------ Input material ------
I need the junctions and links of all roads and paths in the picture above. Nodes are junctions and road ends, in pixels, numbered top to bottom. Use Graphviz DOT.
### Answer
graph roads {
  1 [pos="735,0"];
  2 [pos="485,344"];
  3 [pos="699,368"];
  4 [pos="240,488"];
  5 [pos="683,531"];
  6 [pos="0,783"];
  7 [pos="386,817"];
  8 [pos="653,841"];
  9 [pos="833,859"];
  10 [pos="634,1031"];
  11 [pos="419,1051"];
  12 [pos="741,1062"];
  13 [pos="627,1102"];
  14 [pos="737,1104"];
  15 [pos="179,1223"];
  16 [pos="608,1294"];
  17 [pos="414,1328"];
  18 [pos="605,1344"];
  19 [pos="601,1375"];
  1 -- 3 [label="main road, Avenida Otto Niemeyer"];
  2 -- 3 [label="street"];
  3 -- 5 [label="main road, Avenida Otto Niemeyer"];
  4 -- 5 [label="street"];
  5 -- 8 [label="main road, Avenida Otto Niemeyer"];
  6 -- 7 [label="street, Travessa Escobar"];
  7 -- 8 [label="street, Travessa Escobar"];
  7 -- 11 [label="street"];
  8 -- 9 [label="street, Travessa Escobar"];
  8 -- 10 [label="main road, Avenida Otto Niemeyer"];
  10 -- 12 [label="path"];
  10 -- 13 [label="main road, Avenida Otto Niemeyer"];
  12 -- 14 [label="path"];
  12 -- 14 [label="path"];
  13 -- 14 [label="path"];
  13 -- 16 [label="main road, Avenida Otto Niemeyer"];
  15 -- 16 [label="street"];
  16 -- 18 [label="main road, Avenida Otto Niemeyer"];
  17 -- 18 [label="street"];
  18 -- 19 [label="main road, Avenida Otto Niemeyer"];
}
------
------ Input material ------
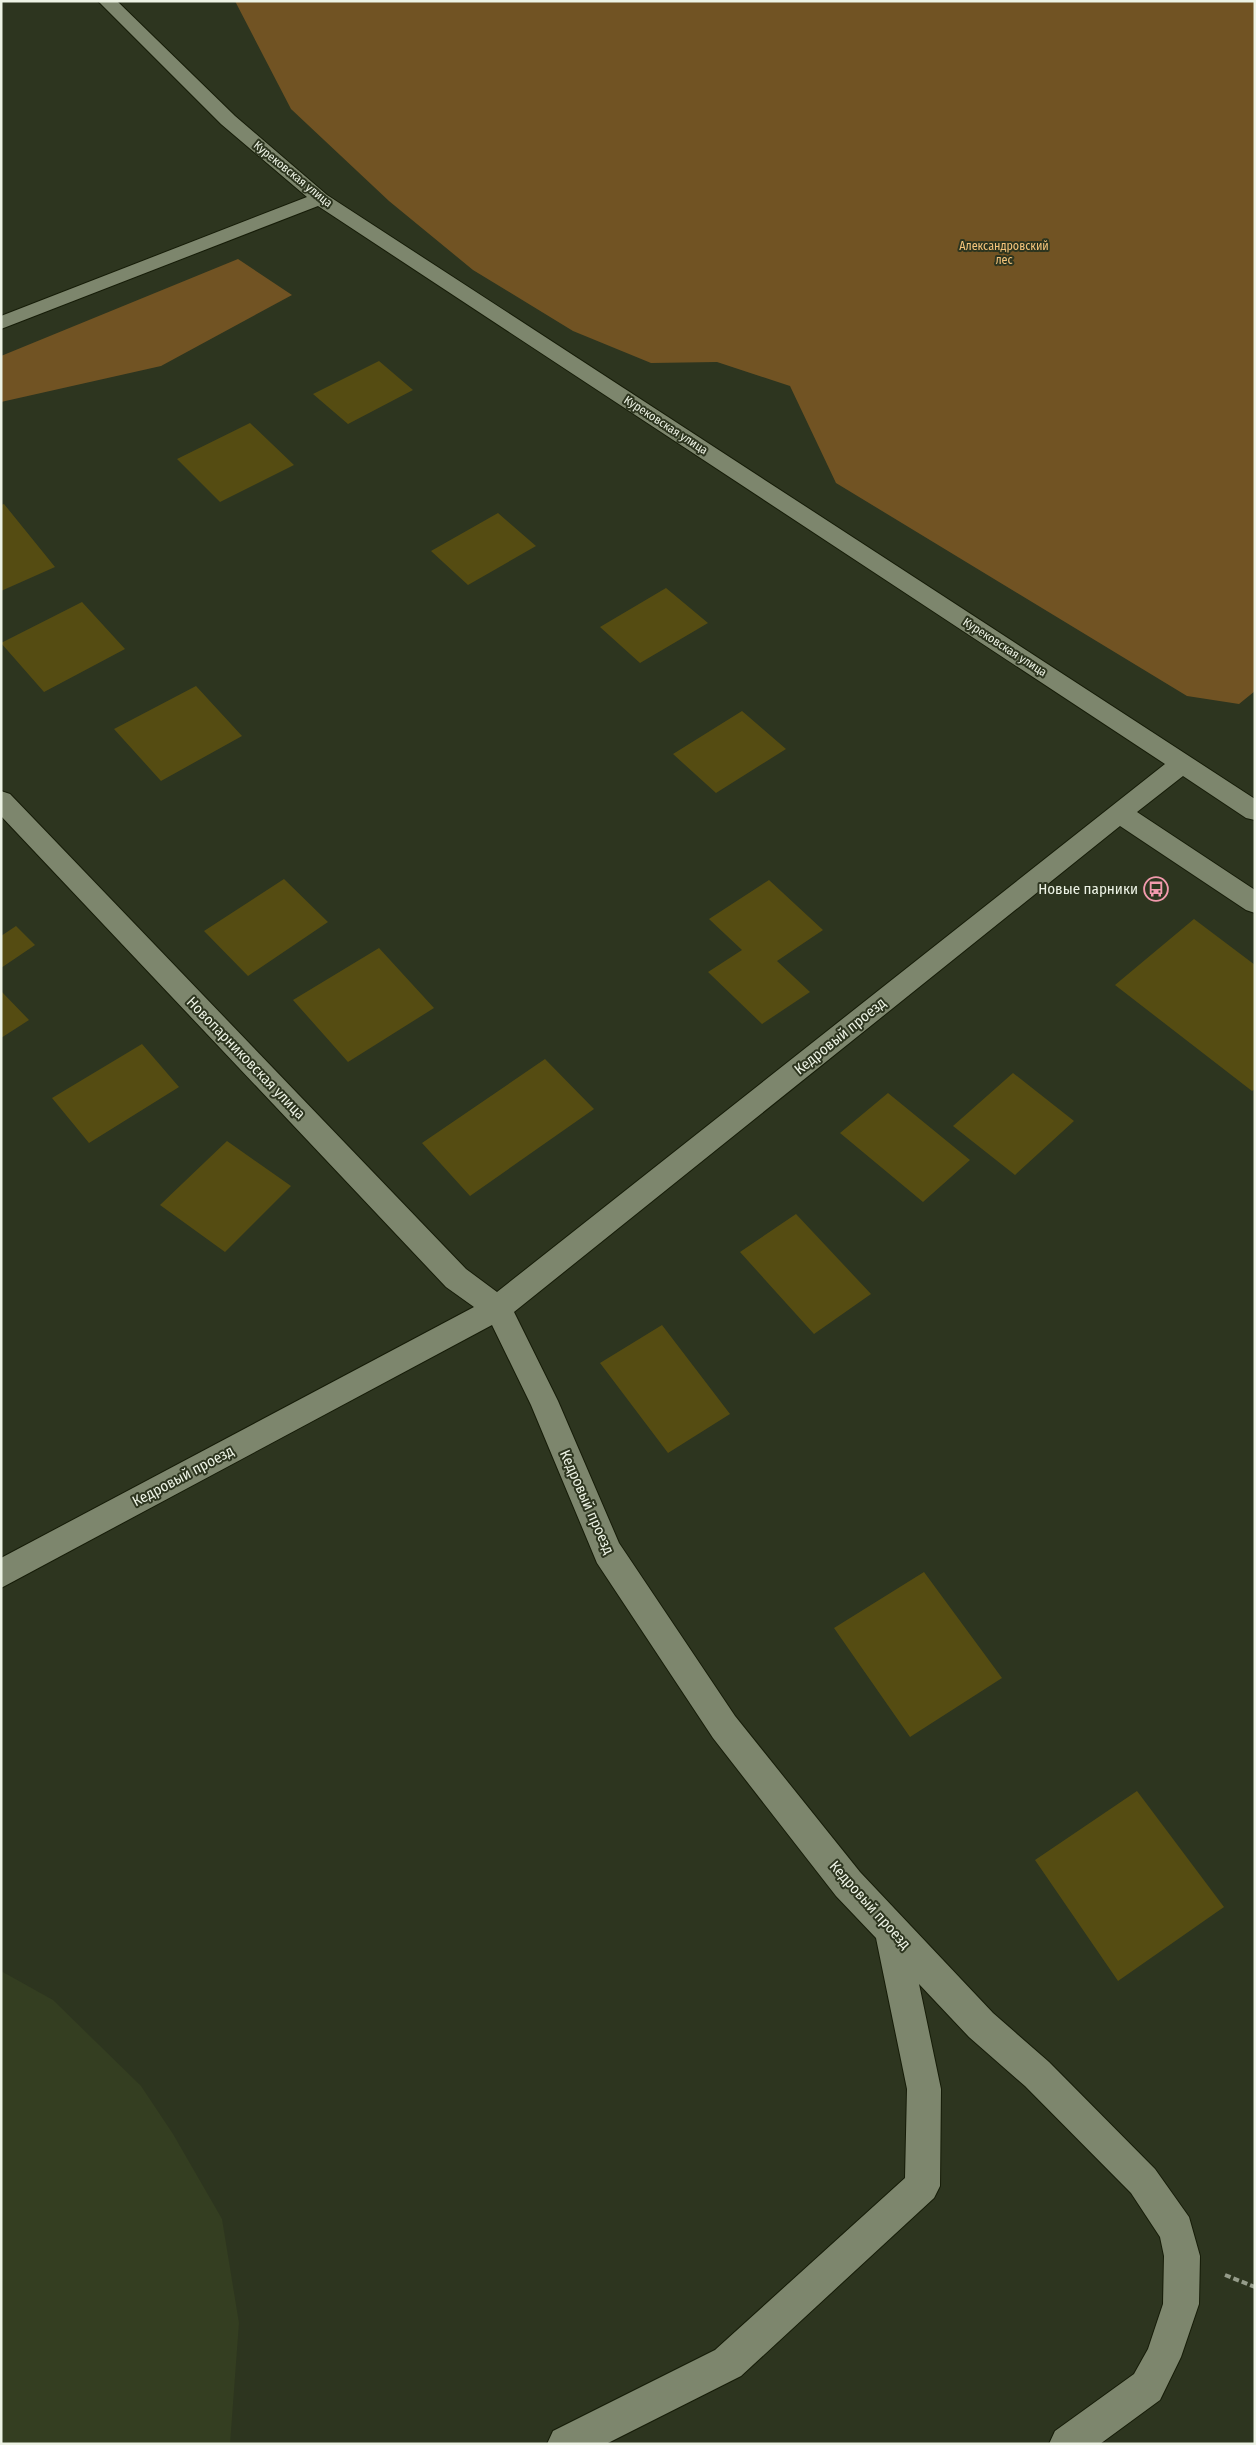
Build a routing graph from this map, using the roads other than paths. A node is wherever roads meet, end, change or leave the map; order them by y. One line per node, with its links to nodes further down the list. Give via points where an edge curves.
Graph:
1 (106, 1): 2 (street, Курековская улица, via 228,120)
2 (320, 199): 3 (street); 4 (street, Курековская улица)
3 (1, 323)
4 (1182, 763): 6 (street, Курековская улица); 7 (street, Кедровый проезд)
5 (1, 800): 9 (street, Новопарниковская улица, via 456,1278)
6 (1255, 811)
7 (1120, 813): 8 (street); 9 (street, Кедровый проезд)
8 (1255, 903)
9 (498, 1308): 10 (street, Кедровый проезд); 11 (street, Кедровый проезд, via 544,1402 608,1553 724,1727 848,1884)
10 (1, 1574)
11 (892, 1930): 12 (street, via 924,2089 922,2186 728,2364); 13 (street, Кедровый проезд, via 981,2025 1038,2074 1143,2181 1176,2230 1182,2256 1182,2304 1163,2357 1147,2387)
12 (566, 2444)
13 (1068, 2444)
------
Once a line of the records is found to contain "links", copy it out.

I need the junctions and links of all roads and paths in the picture above. Nodes are junctions and road ends, in pixels, numbered top to bottom. Use Graphviz DOT.
Build a routing graph from this map, using the roads other than paths. A node is wherever roads meet, end, change or leave the map; order them by y. One line per node, with its links to nodes further down the list. Give via points where an edge curves.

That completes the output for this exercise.